[Items from a data source]

((

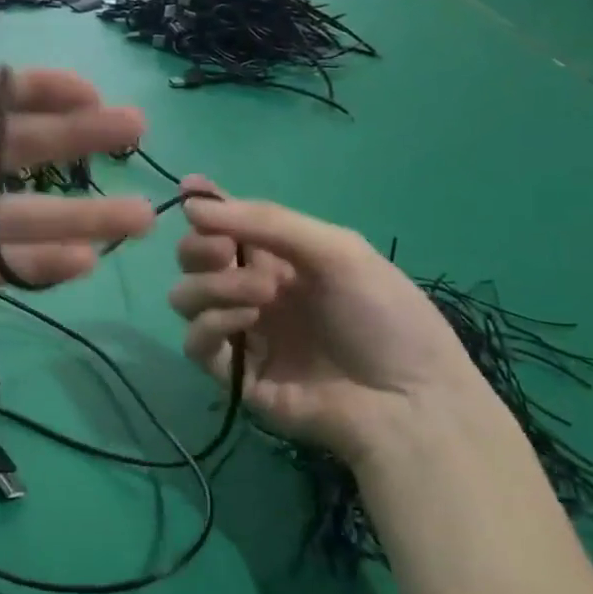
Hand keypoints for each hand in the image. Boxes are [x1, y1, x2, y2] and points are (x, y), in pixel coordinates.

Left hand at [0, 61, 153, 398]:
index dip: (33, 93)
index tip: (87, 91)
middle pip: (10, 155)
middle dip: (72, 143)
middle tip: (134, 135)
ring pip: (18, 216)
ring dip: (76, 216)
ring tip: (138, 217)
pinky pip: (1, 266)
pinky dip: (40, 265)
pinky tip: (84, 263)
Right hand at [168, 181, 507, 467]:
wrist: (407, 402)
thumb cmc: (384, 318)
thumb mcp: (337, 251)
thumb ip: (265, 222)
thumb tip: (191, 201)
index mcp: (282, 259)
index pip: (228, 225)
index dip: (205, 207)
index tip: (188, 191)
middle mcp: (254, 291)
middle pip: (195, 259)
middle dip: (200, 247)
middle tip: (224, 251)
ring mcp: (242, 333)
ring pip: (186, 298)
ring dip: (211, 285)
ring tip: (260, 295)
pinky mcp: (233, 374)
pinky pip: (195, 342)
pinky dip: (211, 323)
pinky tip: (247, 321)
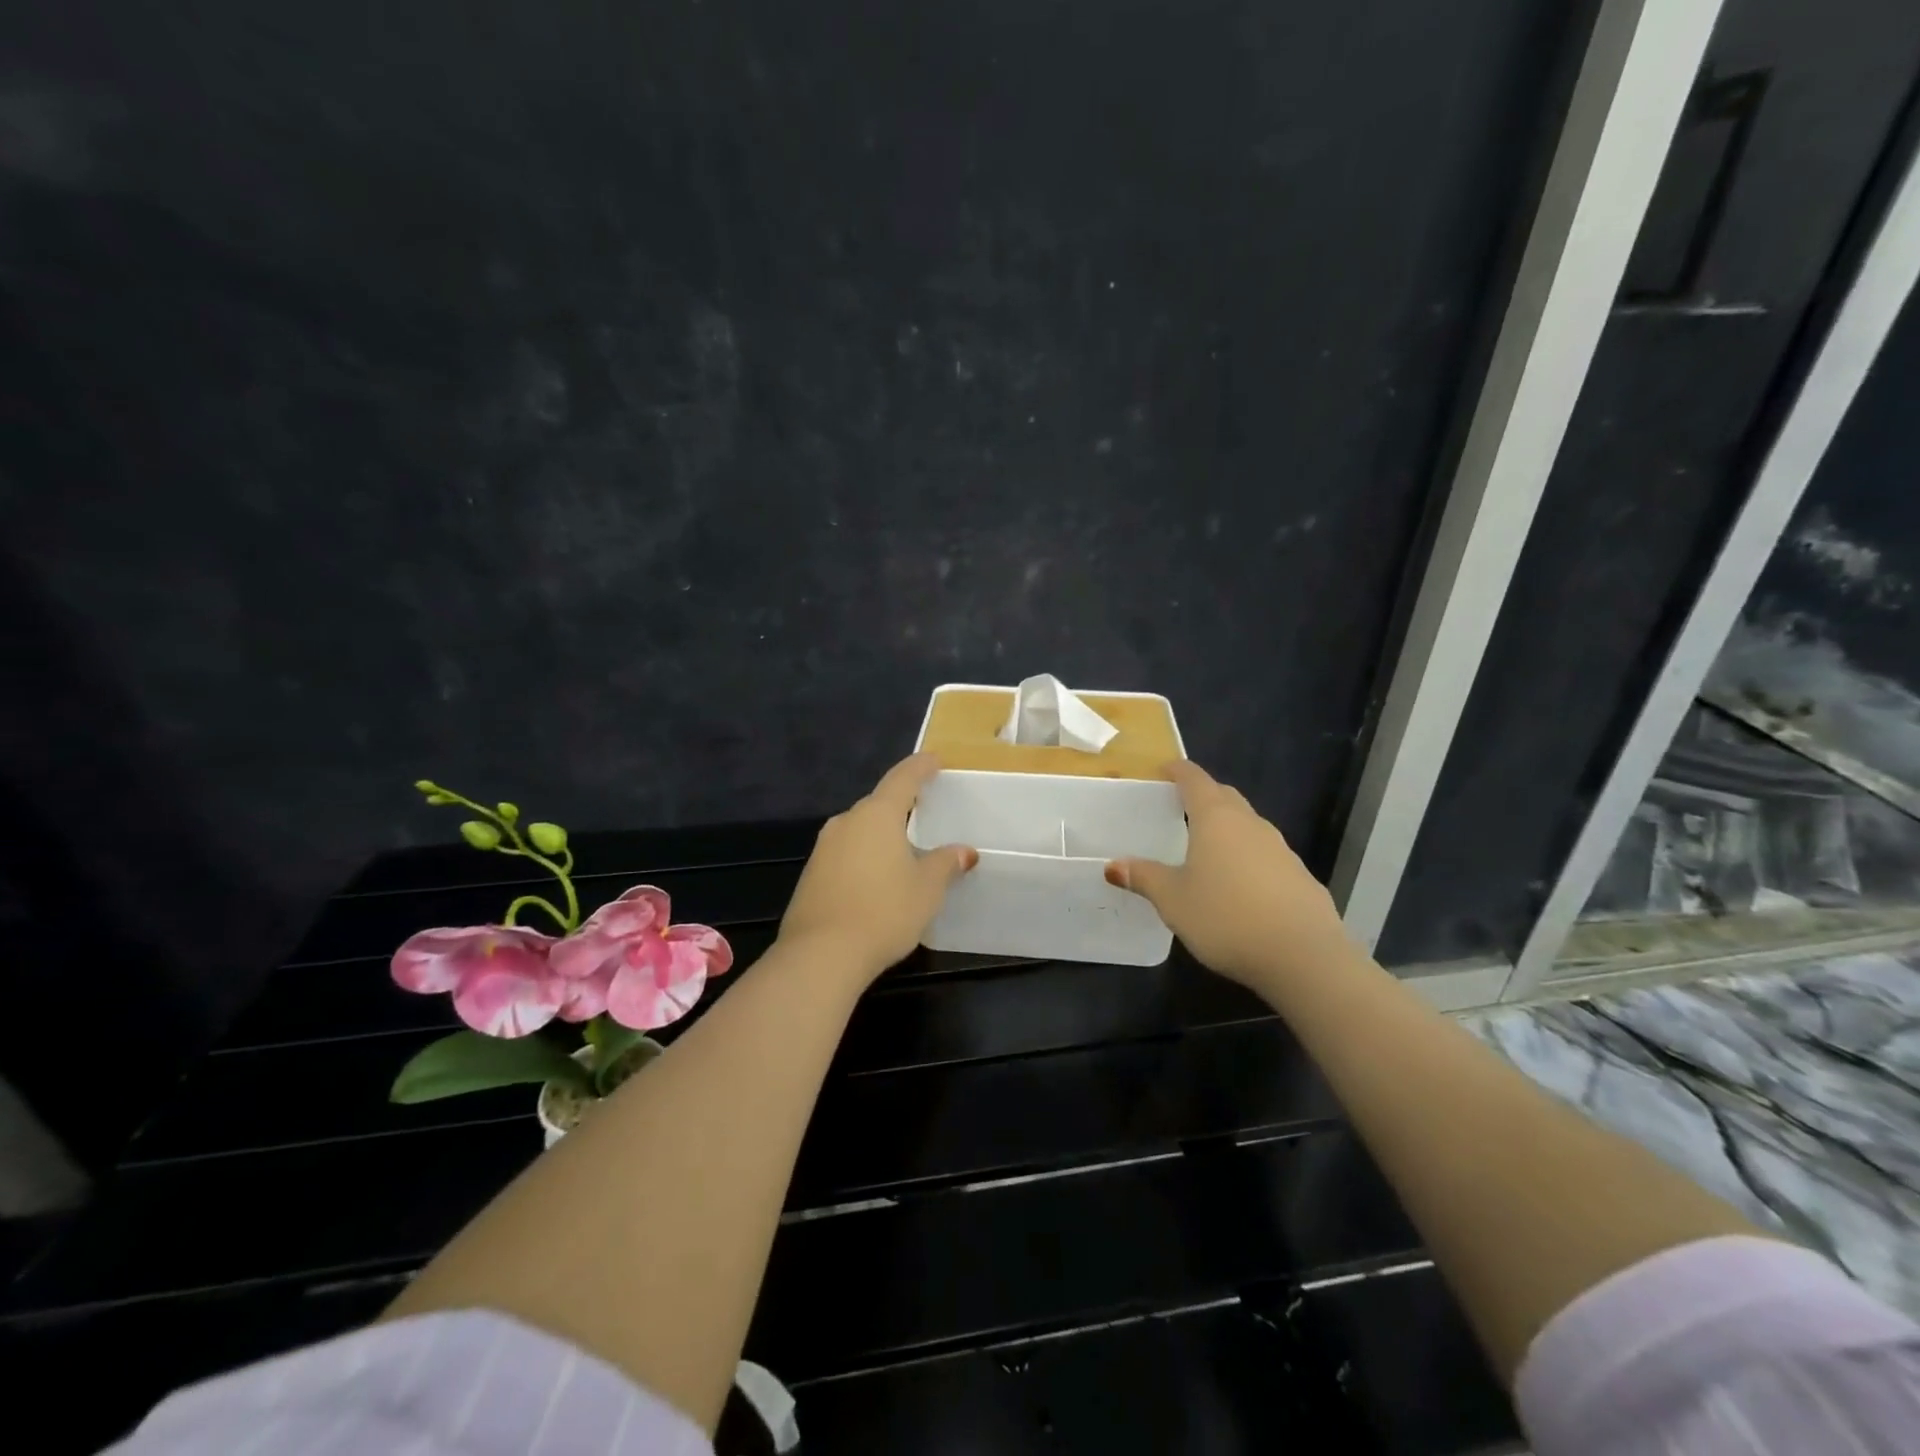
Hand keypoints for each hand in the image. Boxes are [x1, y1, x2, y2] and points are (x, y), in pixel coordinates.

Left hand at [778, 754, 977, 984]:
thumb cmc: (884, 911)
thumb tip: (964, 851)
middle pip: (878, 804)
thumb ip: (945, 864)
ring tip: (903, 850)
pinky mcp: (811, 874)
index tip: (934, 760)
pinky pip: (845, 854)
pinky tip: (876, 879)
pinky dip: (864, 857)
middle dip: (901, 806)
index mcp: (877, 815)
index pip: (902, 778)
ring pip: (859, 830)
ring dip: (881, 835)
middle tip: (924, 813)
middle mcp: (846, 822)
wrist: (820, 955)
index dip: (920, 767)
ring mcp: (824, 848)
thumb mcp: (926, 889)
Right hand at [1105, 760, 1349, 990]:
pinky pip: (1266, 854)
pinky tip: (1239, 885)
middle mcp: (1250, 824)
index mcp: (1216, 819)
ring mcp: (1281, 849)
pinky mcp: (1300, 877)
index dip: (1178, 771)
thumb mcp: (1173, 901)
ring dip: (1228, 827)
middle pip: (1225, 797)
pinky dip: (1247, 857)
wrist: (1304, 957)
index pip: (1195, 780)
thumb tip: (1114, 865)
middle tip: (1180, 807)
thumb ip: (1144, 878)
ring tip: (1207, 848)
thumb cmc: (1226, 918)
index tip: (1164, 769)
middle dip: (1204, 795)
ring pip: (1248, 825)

))
((

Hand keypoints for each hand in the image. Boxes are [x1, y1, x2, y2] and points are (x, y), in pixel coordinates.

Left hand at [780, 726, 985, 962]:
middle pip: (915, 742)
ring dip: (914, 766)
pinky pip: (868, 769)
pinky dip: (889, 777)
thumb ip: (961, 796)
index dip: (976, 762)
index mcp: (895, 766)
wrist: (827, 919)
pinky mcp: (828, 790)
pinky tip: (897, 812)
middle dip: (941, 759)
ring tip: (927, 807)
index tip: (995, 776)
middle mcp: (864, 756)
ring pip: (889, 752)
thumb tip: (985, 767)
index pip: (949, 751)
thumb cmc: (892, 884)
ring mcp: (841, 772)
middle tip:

))

(WHAT YOU ARE ASKED TO DO): Filter the records for lines containing the word "Left" and copy each one.

(ANSWER BELOW):
Left hand at [0, 61, 153, 398]:
Left hand at [778, 754, 977, 984]:
Left hand at [780, 726, 985, 962]:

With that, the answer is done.